Vous voudrez bien me confirmer avoir reçu cette lettre.

Je salue tous vos proches,

Rav Mena’hem Schneerson,

Vous(6) consulterez le Torat Chalom, à la note de la page 276(7), le Pardes, Atsmout Vekélim, chapitre 9, l’introduction du Chneï Lou’hot Haberit Beth Habe’hira, la conclusion du Tikouneï Zohar ‘Hadach et le Torah ‘Haïm, de même que le développement sur le serviteur juif(8).
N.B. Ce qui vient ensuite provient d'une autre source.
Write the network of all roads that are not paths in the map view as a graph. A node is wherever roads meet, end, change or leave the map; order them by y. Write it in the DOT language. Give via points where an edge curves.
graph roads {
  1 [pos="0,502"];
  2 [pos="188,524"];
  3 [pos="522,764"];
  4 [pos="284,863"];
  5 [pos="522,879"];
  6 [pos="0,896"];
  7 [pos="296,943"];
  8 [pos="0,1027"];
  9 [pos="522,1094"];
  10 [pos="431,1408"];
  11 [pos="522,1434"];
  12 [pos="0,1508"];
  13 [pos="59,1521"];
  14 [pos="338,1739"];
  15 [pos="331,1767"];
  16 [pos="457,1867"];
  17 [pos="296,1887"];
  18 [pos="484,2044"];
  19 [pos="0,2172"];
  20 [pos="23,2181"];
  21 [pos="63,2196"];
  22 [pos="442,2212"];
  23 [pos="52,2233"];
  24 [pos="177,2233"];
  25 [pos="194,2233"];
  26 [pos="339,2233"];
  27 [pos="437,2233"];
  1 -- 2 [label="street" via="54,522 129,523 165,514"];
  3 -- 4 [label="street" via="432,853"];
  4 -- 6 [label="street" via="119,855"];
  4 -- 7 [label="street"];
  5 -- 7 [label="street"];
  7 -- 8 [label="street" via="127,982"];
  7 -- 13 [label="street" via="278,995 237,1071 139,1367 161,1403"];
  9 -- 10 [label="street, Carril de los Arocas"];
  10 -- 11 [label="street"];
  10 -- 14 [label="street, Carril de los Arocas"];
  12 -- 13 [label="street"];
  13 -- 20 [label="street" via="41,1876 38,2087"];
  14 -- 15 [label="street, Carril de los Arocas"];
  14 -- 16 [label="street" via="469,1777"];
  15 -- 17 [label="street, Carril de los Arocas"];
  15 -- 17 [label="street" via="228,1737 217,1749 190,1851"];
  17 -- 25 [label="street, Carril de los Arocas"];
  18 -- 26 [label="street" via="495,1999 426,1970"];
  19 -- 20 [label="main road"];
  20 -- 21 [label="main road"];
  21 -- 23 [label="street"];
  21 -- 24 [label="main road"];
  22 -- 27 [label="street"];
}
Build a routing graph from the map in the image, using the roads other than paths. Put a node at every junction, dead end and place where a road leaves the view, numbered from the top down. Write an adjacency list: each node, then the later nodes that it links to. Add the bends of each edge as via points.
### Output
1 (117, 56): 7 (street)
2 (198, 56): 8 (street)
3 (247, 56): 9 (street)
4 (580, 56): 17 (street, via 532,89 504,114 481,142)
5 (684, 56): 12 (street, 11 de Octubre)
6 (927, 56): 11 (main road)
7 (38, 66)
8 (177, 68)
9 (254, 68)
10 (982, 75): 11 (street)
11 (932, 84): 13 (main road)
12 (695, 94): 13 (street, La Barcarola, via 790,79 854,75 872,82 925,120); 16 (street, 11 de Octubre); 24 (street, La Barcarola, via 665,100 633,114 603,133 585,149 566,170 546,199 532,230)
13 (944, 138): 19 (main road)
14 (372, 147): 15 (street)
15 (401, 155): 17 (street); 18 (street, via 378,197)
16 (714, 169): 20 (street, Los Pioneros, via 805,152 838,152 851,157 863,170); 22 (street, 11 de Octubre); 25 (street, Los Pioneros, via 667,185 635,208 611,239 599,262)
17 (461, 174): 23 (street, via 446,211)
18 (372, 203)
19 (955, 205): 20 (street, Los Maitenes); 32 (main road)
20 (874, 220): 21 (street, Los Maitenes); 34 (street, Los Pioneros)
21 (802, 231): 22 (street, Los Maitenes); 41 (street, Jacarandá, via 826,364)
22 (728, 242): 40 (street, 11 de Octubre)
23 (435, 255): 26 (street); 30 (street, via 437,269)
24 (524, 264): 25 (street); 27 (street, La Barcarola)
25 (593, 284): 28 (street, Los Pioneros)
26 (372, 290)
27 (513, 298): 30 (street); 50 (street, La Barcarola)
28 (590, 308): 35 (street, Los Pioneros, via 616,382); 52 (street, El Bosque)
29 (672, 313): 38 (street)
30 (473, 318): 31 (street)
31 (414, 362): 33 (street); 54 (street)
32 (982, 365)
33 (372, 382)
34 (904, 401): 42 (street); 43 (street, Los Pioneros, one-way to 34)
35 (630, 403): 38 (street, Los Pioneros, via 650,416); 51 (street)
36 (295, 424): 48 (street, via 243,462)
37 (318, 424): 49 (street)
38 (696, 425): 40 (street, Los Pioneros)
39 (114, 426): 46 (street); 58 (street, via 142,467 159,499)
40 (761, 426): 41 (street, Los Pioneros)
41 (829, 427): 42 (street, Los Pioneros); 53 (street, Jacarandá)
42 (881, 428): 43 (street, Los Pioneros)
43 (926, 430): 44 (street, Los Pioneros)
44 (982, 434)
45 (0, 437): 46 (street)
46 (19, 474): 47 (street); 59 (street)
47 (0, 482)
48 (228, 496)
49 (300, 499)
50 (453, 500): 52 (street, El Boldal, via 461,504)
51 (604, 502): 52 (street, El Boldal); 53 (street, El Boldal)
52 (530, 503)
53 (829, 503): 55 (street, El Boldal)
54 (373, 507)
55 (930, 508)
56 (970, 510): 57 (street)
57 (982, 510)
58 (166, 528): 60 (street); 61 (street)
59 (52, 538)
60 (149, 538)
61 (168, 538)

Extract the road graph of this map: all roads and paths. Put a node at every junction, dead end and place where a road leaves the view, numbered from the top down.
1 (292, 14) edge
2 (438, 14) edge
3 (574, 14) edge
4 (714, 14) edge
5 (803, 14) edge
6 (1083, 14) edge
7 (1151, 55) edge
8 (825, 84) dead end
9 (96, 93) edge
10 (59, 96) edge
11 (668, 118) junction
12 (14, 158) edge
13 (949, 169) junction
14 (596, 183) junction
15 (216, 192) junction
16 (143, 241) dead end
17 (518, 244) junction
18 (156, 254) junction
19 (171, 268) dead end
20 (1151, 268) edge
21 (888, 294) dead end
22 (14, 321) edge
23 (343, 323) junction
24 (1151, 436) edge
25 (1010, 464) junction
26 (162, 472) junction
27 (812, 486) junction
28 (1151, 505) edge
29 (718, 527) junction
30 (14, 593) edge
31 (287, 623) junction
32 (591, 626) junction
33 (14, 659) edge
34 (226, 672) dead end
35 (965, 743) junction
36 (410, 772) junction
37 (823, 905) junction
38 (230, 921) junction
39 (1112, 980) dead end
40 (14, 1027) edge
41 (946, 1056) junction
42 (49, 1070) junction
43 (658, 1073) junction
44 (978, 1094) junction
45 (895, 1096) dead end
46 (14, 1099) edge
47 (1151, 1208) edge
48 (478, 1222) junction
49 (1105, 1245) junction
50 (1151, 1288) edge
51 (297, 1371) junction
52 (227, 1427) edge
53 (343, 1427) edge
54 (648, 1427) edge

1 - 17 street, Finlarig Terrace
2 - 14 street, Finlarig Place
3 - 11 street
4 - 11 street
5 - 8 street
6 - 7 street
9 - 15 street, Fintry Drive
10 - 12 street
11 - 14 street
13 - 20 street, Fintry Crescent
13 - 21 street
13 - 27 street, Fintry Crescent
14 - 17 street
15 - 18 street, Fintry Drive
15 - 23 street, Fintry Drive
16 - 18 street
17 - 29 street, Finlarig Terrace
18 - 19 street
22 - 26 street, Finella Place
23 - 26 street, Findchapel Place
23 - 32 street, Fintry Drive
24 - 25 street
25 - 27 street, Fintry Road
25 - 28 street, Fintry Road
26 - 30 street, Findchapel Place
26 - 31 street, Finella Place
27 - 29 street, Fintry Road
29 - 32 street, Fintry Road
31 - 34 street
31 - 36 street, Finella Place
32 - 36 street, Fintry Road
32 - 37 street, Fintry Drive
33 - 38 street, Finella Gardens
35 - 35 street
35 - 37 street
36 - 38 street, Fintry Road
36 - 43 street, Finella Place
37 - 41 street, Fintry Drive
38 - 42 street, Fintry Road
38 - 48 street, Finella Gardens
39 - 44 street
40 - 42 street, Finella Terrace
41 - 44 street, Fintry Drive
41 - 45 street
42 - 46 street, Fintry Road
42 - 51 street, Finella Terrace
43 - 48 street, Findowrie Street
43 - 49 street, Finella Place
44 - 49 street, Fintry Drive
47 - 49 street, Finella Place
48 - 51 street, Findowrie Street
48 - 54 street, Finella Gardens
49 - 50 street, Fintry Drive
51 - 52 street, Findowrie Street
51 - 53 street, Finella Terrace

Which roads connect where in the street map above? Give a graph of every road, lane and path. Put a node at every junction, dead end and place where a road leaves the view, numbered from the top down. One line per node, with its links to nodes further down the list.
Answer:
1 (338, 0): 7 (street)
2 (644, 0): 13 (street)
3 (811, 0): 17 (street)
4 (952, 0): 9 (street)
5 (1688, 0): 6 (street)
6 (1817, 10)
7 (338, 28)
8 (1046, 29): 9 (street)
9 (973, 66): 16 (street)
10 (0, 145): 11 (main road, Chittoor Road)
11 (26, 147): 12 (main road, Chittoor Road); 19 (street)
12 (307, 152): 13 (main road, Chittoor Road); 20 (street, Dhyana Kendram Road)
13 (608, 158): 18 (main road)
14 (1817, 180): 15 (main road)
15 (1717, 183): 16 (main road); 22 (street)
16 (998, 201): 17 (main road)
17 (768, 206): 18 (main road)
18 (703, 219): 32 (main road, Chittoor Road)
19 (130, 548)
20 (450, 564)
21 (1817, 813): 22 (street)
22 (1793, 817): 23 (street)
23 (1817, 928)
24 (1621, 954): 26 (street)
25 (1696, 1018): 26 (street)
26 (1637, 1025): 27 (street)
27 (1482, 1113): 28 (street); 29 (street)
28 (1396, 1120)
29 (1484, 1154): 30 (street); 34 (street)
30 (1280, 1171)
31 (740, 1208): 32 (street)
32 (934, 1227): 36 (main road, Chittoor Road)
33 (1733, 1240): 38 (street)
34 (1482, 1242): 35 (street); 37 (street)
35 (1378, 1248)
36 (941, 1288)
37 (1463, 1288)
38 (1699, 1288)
Note ultérieure: D’après ce qui vient d’être dit, on ne peut se demander pourquoi celui qui implore D.ieu, quarante jours après la conception d’un enfant(9), qu’il soit un garçon, formule une prière inutile, selon le traité Bera’hot 54a. En effet, D.ieu peut savoir à l’avance que l’homme formulera cette requête et accorder d’emblée que ce soit bien un garçon. Et il n’y a effectivement là aucune difficulté car la connaissance de D.ieu reste extérieure(10) à l’homme et n’agit pas sur lui.

Notes

(1) Le Rav Israël Meïr Altein. Voir les lettres n°331, 442.
(2) Si tous les Egyptiens avaient refusé, comment se serait accomplie la Volonté de D.ieu de réduire les enfants d’Israël en esclavage?
(3) Voir, sur ces sujets, la lettre n°442.
(4) 1900, du Rabbi Rachab.
(5) Sur la nécessité de répartir, dans chaque communauté, les différents traités du Talmud. Voir également les cinq lettres précédentes.
(6) Le Rabbi rajouta ces références, par la suite, sur le manuscrit de cette lettre. On les retrouve également dans la lettre n°442.
(7) A la page 29 de l’édition actuelle.
(8) Qui se trouve dans le Dére’h Mitsvoté’ha, du Tséma’h Tsédek.
(9) C’est alors qu’il est définitivement fixé s’il sera un garçon ou une fille. Une prière ultérieure à cette date n’a donc plus de sens.
(10) Voir, à ce propos, la lettre n°442.